The US economy is booming (for now). what does that mean?

The US economy is booming (for now).  what does that mean?

Federal Reserve officials maintain saying That “monetary policy is constrained”, but at least a few of them are There seems to be some doubts.

They are right to be skeptical. It is at least plausible that current policy is actually closer to “neutral” thanks to continuing changes in income distribution, private sector balance sheets, and fiscal policy over the past few years. Available evidence from both the real and fiscal sides of the economy suggests that policymakers must think more seriously about how they will respond if spending continues to grow much faster than they believe is sustainable. Even if they refrain from raising short-term interest rates further, these pressures may make them equally unwilling to do so. minimum interest rates anytime soon.

The standard line among academics and central bankers is that there are “long and variable lags” that separate short-term interest rates that the Fed directly controls from financial conditions that influence consumer and business behavior; It separates changes in those financial conditions from decisions about borrowing, spending, and saving; This separates those decisions from the employment, investment and inflation outcomes we actually care about.

As it happens, the Fed only began raising short-term interest rates at the end of March 2022, and short-term interest rates did not exceed 4% until December 2022. The Fed did not begin reducing its portfolio of Treasuries and backed securities Mortgage only recently. June, it wasn’t Until last fall, the runoff reached its climax. Even now, the Fed’s holdings of securities remain much larger, relative to US national income, than at any time since before the start of the pandemic. Which could Explain why hard data on economic activity, which tends to move last, still implies strong fundamental strength (more on that below).

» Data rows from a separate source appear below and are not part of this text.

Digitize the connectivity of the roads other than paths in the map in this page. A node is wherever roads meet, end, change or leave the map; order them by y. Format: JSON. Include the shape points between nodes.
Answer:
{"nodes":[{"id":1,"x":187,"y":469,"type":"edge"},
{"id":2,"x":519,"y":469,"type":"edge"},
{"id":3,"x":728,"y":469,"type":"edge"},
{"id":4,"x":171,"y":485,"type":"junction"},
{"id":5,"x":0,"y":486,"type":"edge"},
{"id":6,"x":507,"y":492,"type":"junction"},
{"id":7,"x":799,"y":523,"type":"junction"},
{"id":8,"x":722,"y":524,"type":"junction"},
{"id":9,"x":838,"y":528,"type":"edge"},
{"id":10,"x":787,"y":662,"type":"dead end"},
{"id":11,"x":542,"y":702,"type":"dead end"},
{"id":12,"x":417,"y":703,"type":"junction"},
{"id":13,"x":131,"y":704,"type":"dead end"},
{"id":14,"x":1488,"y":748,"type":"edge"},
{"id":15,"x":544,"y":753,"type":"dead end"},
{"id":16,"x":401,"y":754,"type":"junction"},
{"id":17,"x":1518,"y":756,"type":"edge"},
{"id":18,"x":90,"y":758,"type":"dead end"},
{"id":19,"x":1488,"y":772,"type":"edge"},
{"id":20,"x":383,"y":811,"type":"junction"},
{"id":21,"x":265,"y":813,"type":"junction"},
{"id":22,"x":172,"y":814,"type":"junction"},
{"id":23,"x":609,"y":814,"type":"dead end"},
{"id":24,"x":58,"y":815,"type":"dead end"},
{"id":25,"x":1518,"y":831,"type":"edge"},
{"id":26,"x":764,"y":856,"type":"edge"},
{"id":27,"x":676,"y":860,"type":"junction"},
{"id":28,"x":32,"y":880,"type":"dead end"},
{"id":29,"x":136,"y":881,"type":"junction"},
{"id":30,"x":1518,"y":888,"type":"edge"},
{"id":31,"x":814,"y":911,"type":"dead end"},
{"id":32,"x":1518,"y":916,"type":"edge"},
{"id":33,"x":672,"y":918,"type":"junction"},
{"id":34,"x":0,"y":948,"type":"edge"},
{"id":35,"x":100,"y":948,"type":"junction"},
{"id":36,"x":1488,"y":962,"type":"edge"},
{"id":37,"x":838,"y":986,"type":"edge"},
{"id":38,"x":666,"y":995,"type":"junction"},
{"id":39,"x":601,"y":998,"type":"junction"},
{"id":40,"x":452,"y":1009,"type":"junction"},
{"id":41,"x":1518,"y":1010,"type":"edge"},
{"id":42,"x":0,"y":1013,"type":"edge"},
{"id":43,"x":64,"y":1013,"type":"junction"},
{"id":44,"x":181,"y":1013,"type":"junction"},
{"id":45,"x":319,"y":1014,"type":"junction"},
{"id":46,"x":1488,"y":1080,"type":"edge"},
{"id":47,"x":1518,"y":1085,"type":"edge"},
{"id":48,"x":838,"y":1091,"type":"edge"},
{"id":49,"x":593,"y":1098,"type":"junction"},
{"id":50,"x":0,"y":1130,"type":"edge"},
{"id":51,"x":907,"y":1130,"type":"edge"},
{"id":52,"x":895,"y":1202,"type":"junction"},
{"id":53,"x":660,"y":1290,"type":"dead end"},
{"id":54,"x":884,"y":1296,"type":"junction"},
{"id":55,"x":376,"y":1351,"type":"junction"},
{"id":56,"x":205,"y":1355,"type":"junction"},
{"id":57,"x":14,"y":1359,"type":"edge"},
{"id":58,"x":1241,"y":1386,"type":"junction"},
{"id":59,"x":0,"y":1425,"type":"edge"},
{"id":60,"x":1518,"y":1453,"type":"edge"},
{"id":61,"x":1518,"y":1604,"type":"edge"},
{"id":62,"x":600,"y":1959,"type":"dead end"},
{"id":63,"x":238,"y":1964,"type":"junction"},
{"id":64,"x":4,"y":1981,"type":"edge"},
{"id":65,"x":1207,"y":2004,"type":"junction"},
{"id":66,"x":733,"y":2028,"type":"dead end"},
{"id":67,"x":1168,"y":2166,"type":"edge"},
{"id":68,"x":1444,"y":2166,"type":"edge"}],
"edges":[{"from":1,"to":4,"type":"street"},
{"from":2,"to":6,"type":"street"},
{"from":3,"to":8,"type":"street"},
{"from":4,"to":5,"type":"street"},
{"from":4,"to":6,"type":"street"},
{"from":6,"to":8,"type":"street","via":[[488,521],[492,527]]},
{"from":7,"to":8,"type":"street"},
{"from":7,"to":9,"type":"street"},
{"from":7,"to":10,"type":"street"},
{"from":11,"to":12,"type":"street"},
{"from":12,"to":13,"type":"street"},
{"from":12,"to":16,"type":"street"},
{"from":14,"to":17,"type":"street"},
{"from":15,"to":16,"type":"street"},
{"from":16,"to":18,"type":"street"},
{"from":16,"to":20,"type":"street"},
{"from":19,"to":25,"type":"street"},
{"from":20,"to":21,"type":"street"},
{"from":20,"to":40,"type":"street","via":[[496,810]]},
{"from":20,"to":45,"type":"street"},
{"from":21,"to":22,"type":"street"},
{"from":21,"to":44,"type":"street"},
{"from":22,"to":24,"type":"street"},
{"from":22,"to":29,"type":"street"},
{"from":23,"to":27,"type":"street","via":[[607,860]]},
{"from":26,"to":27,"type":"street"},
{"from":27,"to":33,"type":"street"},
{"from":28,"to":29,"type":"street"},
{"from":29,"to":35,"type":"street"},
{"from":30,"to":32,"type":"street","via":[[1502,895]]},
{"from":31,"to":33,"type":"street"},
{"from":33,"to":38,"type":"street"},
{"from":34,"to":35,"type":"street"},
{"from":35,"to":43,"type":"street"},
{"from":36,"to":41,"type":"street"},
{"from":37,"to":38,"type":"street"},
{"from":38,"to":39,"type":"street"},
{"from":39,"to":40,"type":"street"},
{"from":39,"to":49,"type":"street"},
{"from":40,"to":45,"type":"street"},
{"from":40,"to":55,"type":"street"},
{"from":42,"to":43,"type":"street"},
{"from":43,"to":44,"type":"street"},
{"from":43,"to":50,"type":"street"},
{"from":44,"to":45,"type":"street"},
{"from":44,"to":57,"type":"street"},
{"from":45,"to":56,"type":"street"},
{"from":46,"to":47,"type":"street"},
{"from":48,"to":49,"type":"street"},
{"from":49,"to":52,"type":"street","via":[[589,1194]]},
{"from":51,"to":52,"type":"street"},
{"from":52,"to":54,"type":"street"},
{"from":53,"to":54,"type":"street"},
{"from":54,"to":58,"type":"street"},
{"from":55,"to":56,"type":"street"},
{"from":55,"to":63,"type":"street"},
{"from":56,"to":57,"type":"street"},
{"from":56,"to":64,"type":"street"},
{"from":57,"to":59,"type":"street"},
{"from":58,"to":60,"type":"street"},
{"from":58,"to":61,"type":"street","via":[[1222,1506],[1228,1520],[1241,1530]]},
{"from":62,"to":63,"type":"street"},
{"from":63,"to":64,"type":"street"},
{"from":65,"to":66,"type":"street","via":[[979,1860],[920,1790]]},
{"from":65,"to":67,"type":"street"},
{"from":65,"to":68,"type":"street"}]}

The problem with this argument is that financial conditions have not actually tightened. The Federal Reserve itself has indicated this in Latest financial stability reportpublished on October 20. They said stocks are expensive — especially relative to bonds — and credit spreads are tight, and that “real estate prices remain high relative to fundamentals.” The price of Bitcoin has doubled year to date, while the price of Ethereum is up almost 50%.

In other words, the slight rise in default-free discount rates was offset by a significant reduction in the risk premia available on assets relative to cash.

This helps explain why consumer and business borrowing remains roughly in line with pre-pandemic norms.